Mary Shaw, Professor and Software Engineering Expert, Is Awarded The Perlis Chair in Carnegie Mellon's School of Computer Science

PITTSBURGH--Mary M. Shaw, professor of computer science and associate dean for professional programs in the School of Computer Science (SCS) at Carnegie Mellon University, has been awarded the Perlis Chair, an endowed professorship established in 1991 in SCS.

The Perlis chair was created in memory of Alan J. Perlis, one of the founders of Carnegie Mellon's Computer Science Department, a pioneer in programming language development and an extraordinary educator. Perlis was a Carnegie Mellon alumnus, former Mathematics Department chairman and one-time head of the university's computation center. In 1966, he was chosen to be the first recipient of the Association for Computing Machinery's (ACM) Turing Award, which remains the highest honor in computing.

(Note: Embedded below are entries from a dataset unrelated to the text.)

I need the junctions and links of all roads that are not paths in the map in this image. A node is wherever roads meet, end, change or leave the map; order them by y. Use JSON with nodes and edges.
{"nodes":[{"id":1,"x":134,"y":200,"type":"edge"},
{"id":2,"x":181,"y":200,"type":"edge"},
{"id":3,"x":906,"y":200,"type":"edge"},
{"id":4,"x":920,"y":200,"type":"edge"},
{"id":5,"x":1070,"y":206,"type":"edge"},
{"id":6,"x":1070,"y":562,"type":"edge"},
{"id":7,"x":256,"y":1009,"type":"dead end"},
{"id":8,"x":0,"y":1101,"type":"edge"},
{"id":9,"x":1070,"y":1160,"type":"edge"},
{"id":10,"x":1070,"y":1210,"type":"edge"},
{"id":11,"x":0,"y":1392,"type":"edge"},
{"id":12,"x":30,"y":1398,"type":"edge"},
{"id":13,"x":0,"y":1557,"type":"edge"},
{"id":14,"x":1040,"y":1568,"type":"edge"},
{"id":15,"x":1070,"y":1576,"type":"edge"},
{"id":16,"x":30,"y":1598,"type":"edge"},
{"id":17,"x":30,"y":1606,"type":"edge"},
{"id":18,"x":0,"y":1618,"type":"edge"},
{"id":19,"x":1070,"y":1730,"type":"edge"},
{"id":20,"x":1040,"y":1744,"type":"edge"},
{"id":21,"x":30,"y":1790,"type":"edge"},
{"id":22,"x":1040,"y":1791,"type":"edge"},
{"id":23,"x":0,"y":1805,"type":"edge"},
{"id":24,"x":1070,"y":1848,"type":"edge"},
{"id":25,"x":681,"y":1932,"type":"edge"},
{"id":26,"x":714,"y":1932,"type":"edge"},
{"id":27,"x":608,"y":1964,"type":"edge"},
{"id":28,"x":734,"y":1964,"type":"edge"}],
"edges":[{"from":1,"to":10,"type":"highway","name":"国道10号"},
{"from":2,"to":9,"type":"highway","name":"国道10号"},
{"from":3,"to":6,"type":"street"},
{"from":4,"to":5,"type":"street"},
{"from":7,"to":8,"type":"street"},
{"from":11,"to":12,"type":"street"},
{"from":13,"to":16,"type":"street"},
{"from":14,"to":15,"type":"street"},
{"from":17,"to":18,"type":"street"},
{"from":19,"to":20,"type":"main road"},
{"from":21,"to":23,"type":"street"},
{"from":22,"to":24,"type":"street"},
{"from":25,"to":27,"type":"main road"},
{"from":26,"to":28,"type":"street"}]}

Shaw has been chosen for the Perlis chair in recognition of her significant accomplishments in software research and education. She has focused her attention in the areas of programming systems and software engineering, particularly software architecture, programming languages, specifications and abstraction techniques. She has spoken out on the need for a true engineering discipline for software, and wrote a seminal paper, "Prospects for an Engineering Discipline of Software," published in IEEE Software in 1990. She sees the architecture of software systems--the inter-module relations that determine the character of a system in contrast to the intra-module definitions that deal with algorithms and data structures--as "the next important area of leverage in software development."

Shaw helped to design the curriculum for SCS' undergraduate computer science program. She led the restructuring of the university's Master of Software Engineering program to focus on the technical engineering side of the discipline. In the '70s she did research on abstract data types, one of the two roots of object-oriented programming.

She earned a bachelor's degree in mathematics cum laude from Rice University in 1965. She received her Ph.D. in computer science from Carnegie Mellon in 1971 and joined the university faculty, becoming an assistant professor in 1972. She was named a senior research computer scientist in 1977 and became an associate professor in 1982. She became a full professor in 1986. From 1984-1987, she also held the title of chief scientist of the Software Engineering Institute (SEI) and still holds a joint appointment at the SEI. She has been associate dean for professional programs since 1992, and in 1994 became a charter member of the university's Human Computer Interaction Institute.

In 1993, Shaw received the Warnier Prize for contributions to software engineering and system development methods. She is an author or editor of six books and more than 100 papers and technical reports. She is a Fellow of the Institute of Electrical and Electronics Engineers and the American Association for the Advancement of Science. She is a member of the ACM, the New York Academy of Sciences and the Society of the Sigma Xi.